Shahista Iqbal Gill said that she began receiving threats that they must
leave the area; Lashkar-e-Taiba extremists called her saying that no non-Muslims
were allowed to live there.
 
The madrassa students also assaulted her son Atif Iqbal Gill a few weeks
prior, she said, but when she complained about that and the threats, the school
administrator was deaf to her pleas. Pastor Dilshad Gill of King of Kings Church
told Compass that she and her family told him about the assault and the
threats, and he suggested she file a complaint with police. She feared doing so,
he said.
 
On Nov. 11, Shahista Iqbal Gill spent the night visiting one of her
relatives. Her husband was living in Toba Tek Singh while recovering from a
broken leg following a car accident. The extremists came to her home and
attacked, shooting Atif and Tehreem and cutting the throats of Imran and
Gulshan, according to police.
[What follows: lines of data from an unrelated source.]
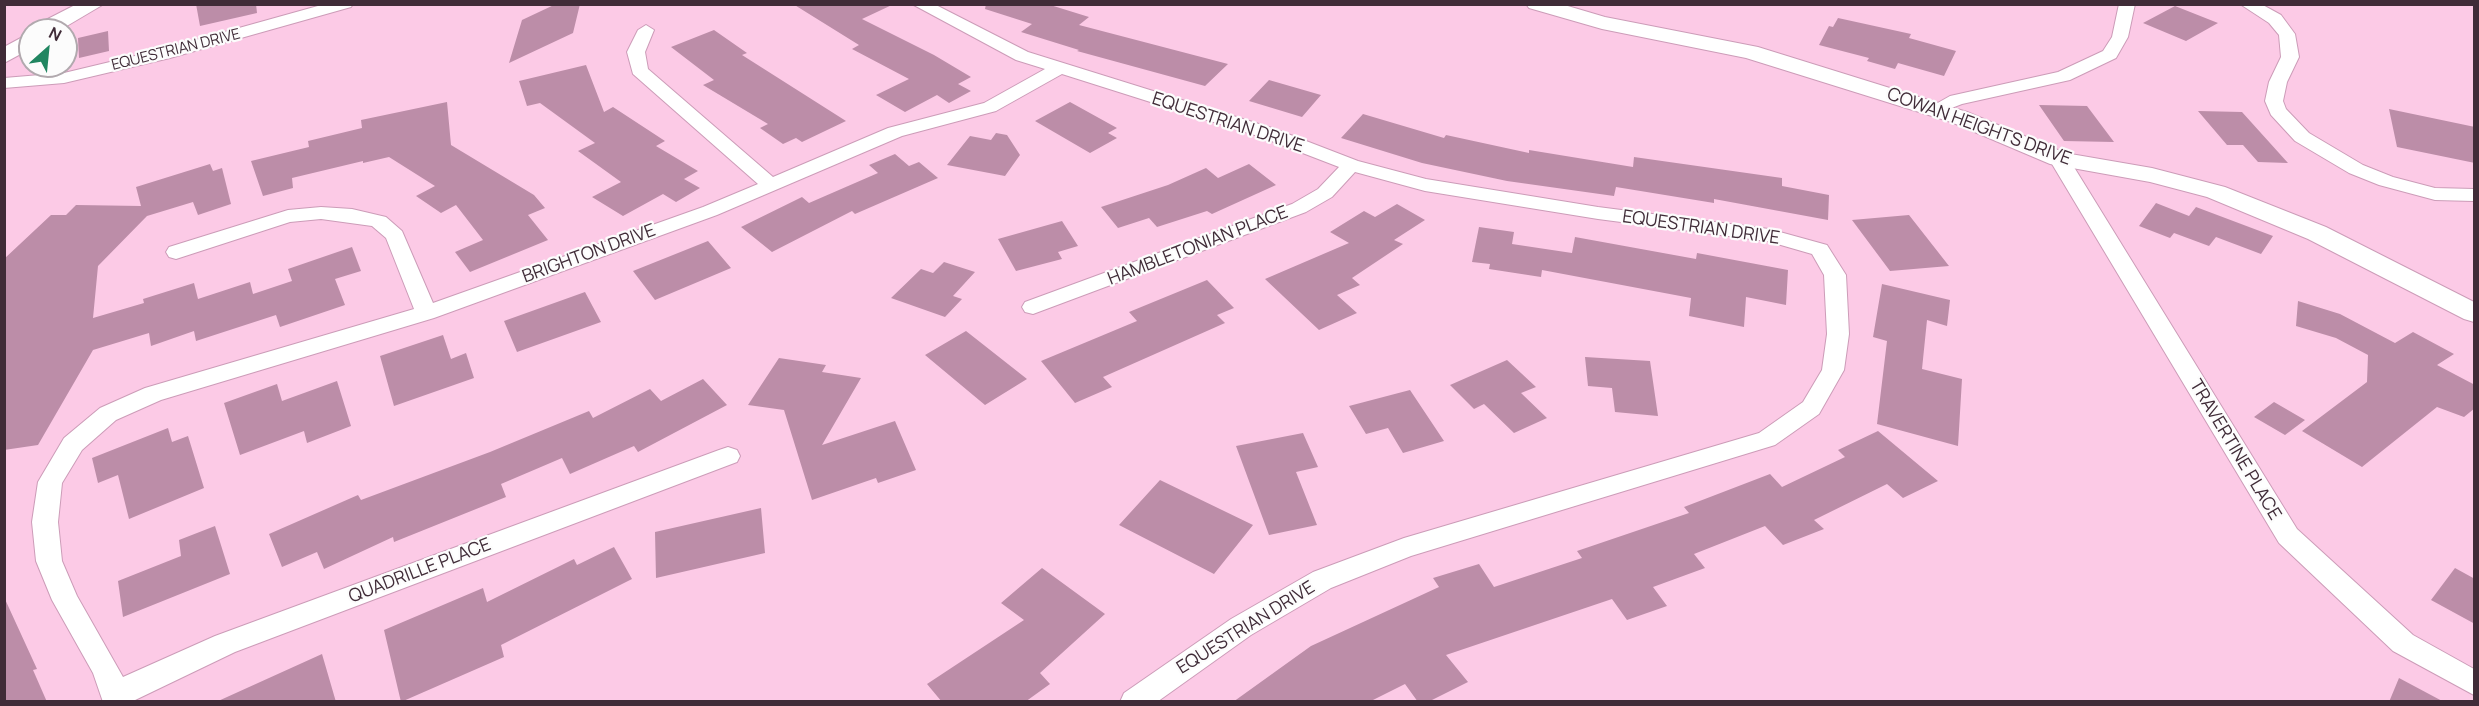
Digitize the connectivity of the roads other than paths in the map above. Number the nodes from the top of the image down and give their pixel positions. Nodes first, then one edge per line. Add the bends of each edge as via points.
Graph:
1 (94, 4) edge
2 (345, 4) edge
3 (920, 4) edge
4 (1536, 4) edge
5 (2127, 4) edge
6 (2248, 4) edge
7 (68, 18) edge
8 (646, 30) dead end
9 (18, 47) edge
10 (4, 57) edge
11 (1058, 69) junction
12 (4, 83) edge
13 (1936, 109) junction
14 (2059, 159) junction
15 (1351, 165) junction
16 (771, 185) junction
17 (2475, 195) edge
18 (176, 252) dead end
19 (1033, 307) dead end
20 (426, 313) junction
21 (2475, 313) edge
22 (728, 456) dead end
23 (2475, 683) edge
24 (116, 698) edge
25 (1134, 702) edge

1 - 7 street
2 - 12 street, EQUESTRIAN DRIVE via 64,78
3 - 11 street, EQUESTRIAN DRIVE via 1022,56
4 - 13 street, COWAN HEIGHTS DRIVE via 1602,23 1750,52
5 - 13 street via 2120,37 2110,54 2064,76 1956,100
6 - 17 street via 2275,20 2287,34 2290,57 2274,101 2277,111 2302,137 2348,165 2386,181 2435,194
8 - 16 street via 636,52 639,70
9 - 10 street
11 - 15 street, EQUESTRIAN DRIVE via 1224,119
11 - 16 street, BRIGHTON DRIVE via 990,107 895,132
13 - 14 street, COWAN HEIGHTS DRIVE
14 - 21 street, COWAN HEIGHTS DRIVE via 2186,183 2243,201
14 - 23 street, TRAVERTINE PLACE via 2288,536 2403,643
15 - 19 street, HAMBLETONIAN PLACE via 1325,193 1299,208
15 - 25 street, EQUESTRIAN DRIVE via 1425,185 1769,235 1820,250 1835,275 1838,334 1833,370 1811,408 1767,439 1404,548 1322,580 1241,627
16 - 20 street, BRIGHTON DRIVE via 710,211
18 - 20 street via 288,216 321,213 379,221 395,235
20 - 24 street, BRIGHTON DRIVE via 153,394 108,414 73,444 50,482 45,522 49,561 65,600 94,646
22 - 24 street, QUADRILLE PLACE via 225,644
Imran was initially considered dead, but when
examined he still had a pulse, and he died in the hospital.
 
Neighbor Aamir Ali described what he witnessed.
 
“We heard the gunshots, screaming and yelling in the early morning,” he
said. “As I came out, eight to 10 masked men wearing green turbans escaped in
two vehicles,” Toyota Hilux pickup trucks.
 
Initially police thought the murders seemed to be the result of a family
dispute, but after taking statements from the neighbors and examining Shahista
Iqbal Gill’s phone records, DCO Jadoon thought otherwise.
 
“The numbers taken from Shahista’s phone records belong to the members of
Lashkar-e-Taiba,” he said. “They had been threatening Shahista and her
family.”
 
The DCO has instructed police to register a case against six members of
Lashkar-e-Taiba, with their names undetermined until they issue a report in two
weeks.
 
After hearing about the murders, relatives of the victims on Nov.
14 left Multan for their native town in Toba Tek Singh.